**Extracted data**:
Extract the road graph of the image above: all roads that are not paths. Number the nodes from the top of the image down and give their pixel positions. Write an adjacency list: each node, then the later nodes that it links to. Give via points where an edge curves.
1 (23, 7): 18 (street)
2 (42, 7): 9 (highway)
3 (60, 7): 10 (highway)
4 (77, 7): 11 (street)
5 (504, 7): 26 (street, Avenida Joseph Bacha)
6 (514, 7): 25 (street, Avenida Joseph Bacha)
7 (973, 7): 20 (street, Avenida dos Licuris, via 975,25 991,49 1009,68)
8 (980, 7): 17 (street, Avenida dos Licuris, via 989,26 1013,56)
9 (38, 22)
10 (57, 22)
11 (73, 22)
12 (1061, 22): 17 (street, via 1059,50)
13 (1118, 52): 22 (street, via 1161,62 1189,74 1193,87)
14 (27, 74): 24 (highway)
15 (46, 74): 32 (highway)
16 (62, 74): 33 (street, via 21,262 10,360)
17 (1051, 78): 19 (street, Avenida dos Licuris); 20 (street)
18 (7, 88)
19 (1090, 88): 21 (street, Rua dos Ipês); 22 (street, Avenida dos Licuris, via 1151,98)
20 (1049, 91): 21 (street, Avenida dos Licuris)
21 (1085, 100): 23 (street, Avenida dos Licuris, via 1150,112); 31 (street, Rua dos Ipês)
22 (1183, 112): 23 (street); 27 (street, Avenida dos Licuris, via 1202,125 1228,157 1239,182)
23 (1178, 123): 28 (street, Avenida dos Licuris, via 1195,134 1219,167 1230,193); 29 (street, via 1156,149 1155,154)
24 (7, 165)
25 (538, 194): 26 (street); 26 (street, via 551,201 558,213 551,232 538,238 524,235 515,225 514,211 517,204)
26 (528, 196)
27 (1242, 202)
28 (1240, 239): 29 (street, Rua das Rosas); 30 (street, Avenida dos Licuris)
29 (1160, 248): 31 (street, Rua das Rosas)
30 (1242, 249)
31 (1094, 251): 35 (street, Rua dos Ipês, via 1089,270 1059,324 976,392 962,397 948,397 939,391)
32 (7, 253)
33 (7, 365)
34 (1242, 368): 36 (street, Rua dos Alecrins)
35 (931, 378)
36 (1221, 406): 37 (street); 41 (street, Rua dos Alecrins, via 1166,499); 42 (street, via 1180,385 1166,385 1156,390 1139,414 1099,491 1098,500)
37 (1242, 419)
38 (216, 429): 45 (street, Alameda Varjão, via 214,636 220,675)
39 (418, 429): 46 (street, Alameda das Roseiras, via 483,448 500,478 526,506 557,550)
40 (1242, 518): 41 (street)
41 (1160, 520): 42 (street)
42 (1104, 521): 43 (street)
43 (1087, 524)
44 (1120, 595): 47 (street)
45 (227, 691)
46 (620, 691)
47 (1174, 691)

**Directions**:
Give only the number of lines in the records that contain the string "Alecrins".

**Expected answer**:
2